Man Without Qualities


Sunday, December 15, 2002


Hair Of The Dog!?

As John Kerry's hair is remorselessly dragged through the mud by the far right-wing media, a nation raises its curling irons and asks as one: What will Hillary do? When Mitt Romney accused Shannon O'Brien of "unbecoming" behavior in the heat of a campaign debate, she and Senator Clinton unisoned back "SEXISM!" But if Mr. Romney had gone for Ms. O'Brien's hair, these two Democrat politicians would surely have bristled twice as much as they did. And for that very reason no woman running for office in America today would be subjected to the hairy assault now leveled at Senator Kerry. What does it matter if his haircuts cost $75 or $200? Is this question raised when Dianne Feinstein or Susan Collins runs for office? Of course not. Yes, what is happening to Senator Kerry is just bald sexism. Hillary's silence to date on this outrageous attack on her fellow Democrat's tresses is all the more disquieting since she and her husband have both been victims of the odious politics of coiffure destruction.
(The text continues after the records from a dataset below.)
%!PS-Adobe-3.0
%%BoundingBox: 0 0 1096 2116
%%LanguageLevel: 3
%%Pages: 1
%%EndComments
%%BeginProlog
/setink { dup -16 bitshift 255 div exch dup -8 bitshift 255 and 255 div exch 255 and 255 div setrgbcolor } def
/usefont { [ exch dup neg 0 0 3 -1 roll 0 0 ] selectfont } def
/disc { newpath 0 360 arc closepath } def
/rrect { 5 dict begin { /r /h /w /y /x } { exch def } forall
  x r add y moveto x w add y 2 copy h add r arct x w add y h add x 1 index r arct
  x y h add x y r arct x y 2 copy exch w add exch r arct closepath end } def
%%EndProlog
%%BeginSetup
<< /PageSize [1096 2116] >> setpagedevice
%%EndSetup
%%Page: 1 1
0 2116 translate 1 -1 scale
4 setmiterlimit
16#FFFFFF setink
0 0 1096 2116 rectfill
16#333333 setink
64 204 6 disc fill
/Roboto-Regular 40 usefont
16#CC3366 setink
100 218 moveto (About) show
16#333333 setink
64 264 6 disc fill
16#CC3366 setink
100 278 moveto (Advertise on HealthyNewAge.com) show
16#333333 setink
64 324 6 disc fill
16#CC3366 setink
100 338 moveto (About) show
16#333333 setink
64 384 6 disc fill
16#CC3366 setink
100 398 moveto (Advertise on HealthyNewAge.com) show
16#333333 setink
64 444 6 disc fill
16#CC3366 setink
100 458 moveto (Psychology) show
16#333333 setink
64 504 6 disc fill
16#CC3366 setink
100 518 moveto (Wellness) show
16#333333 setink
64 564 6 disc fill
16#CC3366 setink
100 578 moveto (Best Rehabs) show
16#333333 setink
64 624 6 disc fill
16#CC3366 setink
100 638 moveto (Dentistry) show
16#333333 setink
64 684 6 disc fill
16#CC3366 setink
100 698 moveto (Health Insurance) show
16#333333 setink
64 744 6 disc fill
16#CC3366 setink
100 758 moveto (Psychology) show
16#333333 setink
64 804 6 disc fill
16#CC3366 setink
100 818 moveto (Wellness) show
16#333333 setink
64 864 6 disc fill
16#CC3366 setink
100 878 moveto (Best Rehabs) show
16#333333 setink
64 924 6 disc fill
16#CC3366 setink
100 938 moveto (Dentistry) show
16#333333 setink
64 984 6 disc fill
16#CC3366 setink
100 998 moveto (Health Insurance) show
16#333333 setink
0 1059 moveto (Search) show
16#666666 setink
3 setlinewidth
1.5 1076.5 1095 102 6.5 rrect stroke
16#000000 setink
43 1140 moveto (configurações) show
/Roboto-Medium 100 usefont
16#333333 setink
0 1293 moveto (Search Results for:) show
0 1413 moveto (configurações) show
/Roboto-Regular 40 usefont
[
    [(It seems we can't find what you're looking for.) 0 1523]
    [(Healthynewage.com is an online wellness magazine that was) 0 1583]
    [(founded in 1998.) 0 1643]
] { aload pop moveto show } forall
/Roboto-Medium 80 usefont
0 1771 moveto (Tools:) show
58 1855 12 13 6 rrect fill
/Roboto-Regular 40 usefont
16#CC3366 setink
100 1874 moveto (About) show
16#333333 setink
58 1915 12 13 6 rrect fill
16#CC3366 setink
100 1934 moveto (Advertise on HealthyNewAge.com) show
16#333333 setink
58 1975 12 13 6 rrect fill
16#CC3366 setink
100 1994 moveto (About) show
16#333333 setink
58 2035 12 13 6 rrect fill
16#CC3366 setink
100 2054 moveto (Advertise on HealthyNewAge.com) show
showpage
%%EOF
Los Angeles once figured prominently in all accusations of hirsute excess, from claims of clandestine hair dying by Ronald Reagan, to Bill Clinton's notorious "Hair Force One" episode where he was alleged to tie up La La Land tarmac, to Jerry Lewis busting the budget to fly out his West Coast barber to prepare for an "epochal run at the Palace Theater." Indeed, some considered Jerry Lewis' hair to be a star in its own right (some say the same of Hillary), and one imagines that there may yet be efforts to award it a special lifetime achievement Oscar. As the foregoing linked writer puts it: "Lit up with spotlights onstage or in movies, it could look like an ebony skullcap - a grotesque approximation of the black widow's peak of greasepaint sported by the Pierrot figure in the commedia dell'arte." Wonderful. So brooding and poetic!

But the willingness to pull hair into politics has clearly spread east. Even German Chancellor Gerhard Schroeder has been entangled in the uncomfortable but inevitable question: "Grey, mein Herr?" There is speculation that Iain Duncan Smith's lack of sufficient thatch could deny him leadership of Great Britain - placing him with the doomed likes of William Hague and Neil Kinnock in the arena of follicly-challenged challengers.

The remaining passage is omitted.